Brief: Retype each record exactly; no pictures.
───── Data to examine ─────
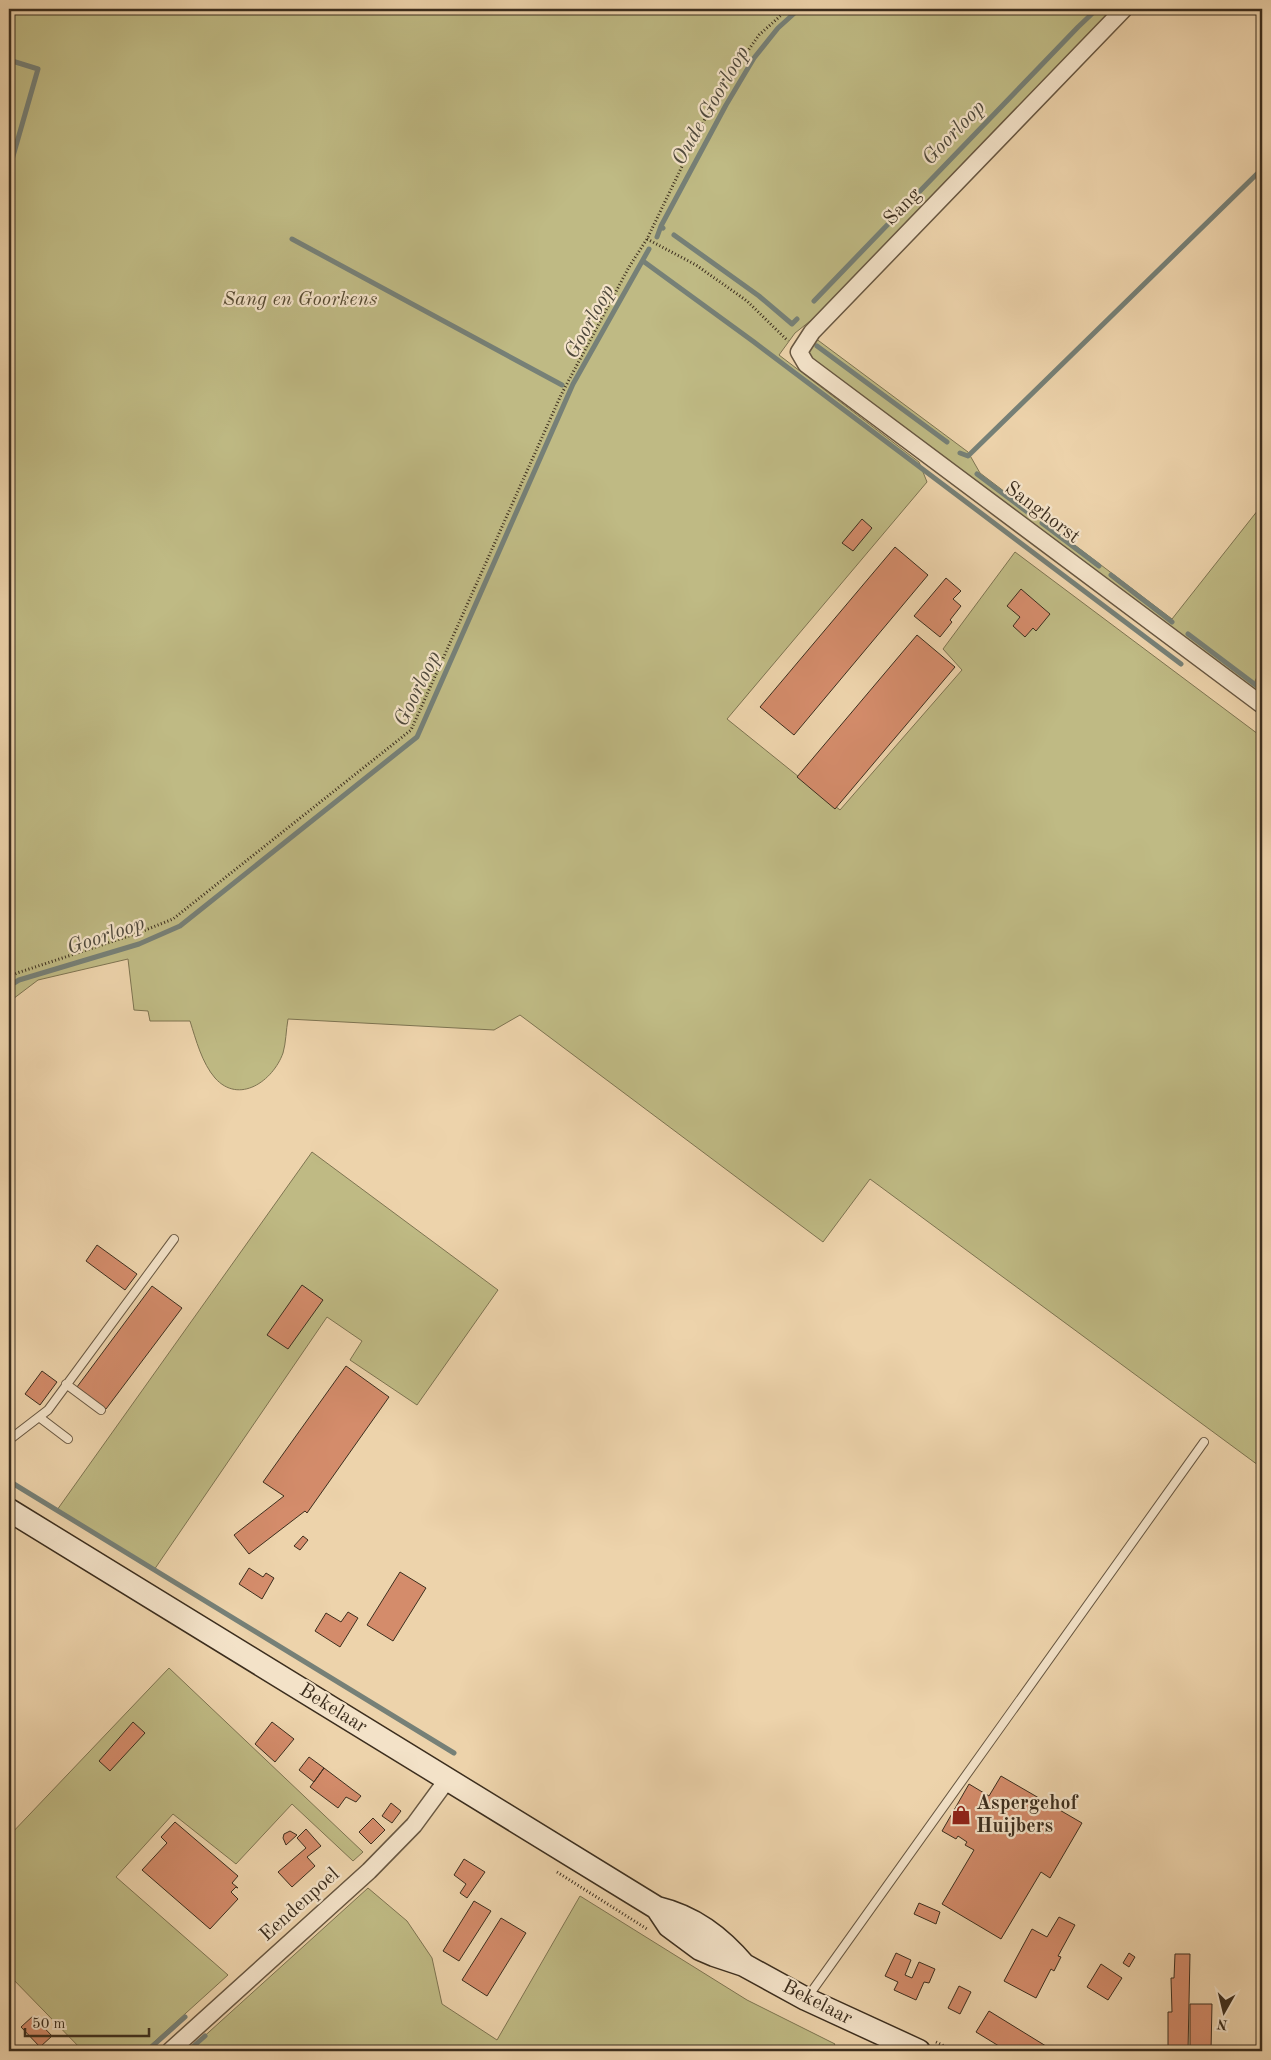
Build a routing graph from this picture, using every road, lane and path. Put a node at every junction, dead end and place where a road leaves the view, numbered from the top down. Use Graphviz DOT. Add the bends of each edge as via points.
graph roads {
  1 [pos="788,9"];
  2 [pos="1124,9"];
  3 [pos="647,239"];
  4 [pos="799,352"];
  5 [pos="1262,705"];
  6 [pos="9,977"];
  7 [pos="174,1239"];
  8 [pos="66,1384"];
  9 [pos="101,1410"];
  10 [pos="39,1417"];
  11 [pos="68,1439"];
  12 [pos="9,1440"];
  13 [pos="1204,1442"];
  14 [pos="9,1510"];
  15 [pos="447,1780"];
  16 [pos="806,1999"];
  17 [pos="170,2051"];
  18 [pos="918,2051"];
  1 -- 3 [label="path" via="760,35 716,96"];
  2 -- 4 [label="street, Sang" via="812,332"];
  3 -- 4 [label="path" via="696,265 747,301"];
  3 -- 6 [label="path" via="561,395 411,730 172,919"];
  4 -- 5 [label="street, Sanghorst" via="806,364"];
  7 -- 8 [label="lane"];
  8 -- 9 [label="lane"];
  8 -- 10 [label="lane" via="48,1410"];
  10 -- 11 [label="lane"];
  10 -- 12 [label="lane"];
  13 -- 16 [label="lane"];
  14 -- 15 [label="street, Bekelaar"];
  15 -- 16 [label="street, Bekelaar" via="657,1908 679,1914 725,1943 744,1965"];
  15 -- 17 [label="street, Eendenpoel" via="414,1825 369,1871"];
  16 -- 18 [label="street, Bekelaar"];
}
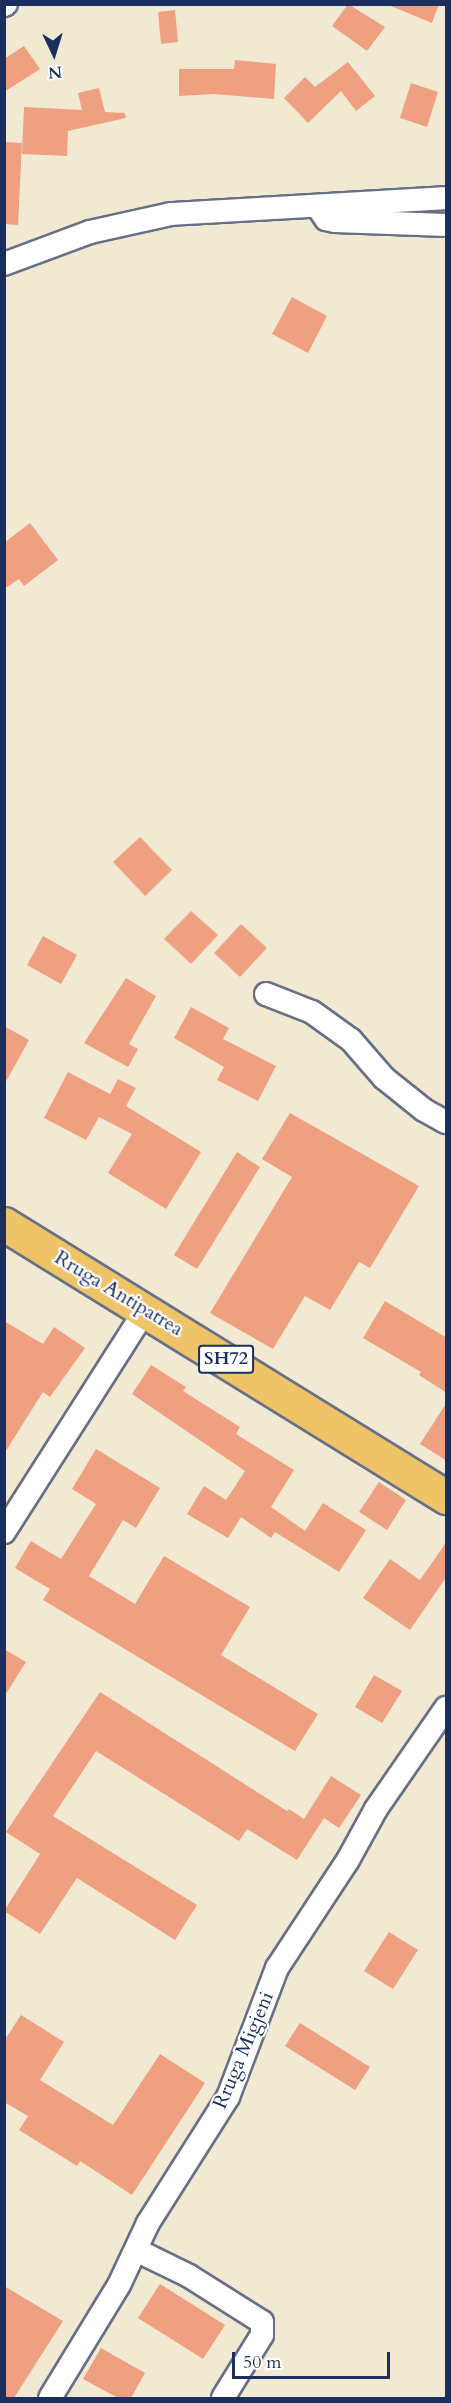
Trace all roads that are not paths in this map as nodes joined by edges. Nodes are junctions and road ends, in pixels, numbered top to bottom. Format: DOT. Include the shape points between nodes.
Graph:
─────
Answer to the exercise:
Build a routing graph from this picture, using every road, lane and path. Put a node at every junction, dead end and place where a road leaves the view, numbered from the top down. Use Graphviz DOT. Add the bends of each edge as via points.
graph roads {
  1 [pos="788,9"];
  2 [pos="1124,9"];
  3 [pos="647,239"];
  4 [pos="799,352"];
  5 [pos="1262,705"];
  6 [pos="9,977"];
  7 [pos="174,1239"];
  8 [pos="66,1384"];
  9 [pos="101,1410"];
  10 [pos="39,1417"];
  11 [pos="68,1439"];
  12 [pos="9,1440"];
  13 [pos="1204,1442"];
  14 [pos="9,1510"];
  15 [pos="447,1780"];
  16 [pos="806,1999"];
  17 [pos="170,2051"];
  18 [pos="918,2051"];
  1 -- 3 [label="path" via="760,35 716,96"];
  2 -- 4 [label="street, Sang" via="812,332"];
  3 -- 4 [label="path" via="696,265 747,301"];
  3 -- 6 [label="path" via="561,395 411,730 172,919"];
  4 -- 5 [label="street, Sanghorst" via="806,364"];
  7 -- 8 [label="lane"];
  8 -- 9 [label="lane"];
  8 -- 10 [label="lane" via="48,1410"];
  10 -- 11 [label="lane"];
  10 -- 12 [label="lane"];
  13 -- 16 [label="lane"];
  14 -- 15 [label="street, Bekelaar"];
  15 -- 16 [label="street, Bekelaar" via="657,1908 679,1914 725,1943 744,1965"];
  15 -- 17 [label="street, Eendenpoel" via="414,1825 369,1871"];
  16 -- 18 [label="street, Bekelaar"];
}
Trace all roads that are not paths in this map as nodes joined by edges. Nodes are junctions and road ends, in pixels, numbered top to bottom. Format: DOT. Include the shape points between nodes.
Graph:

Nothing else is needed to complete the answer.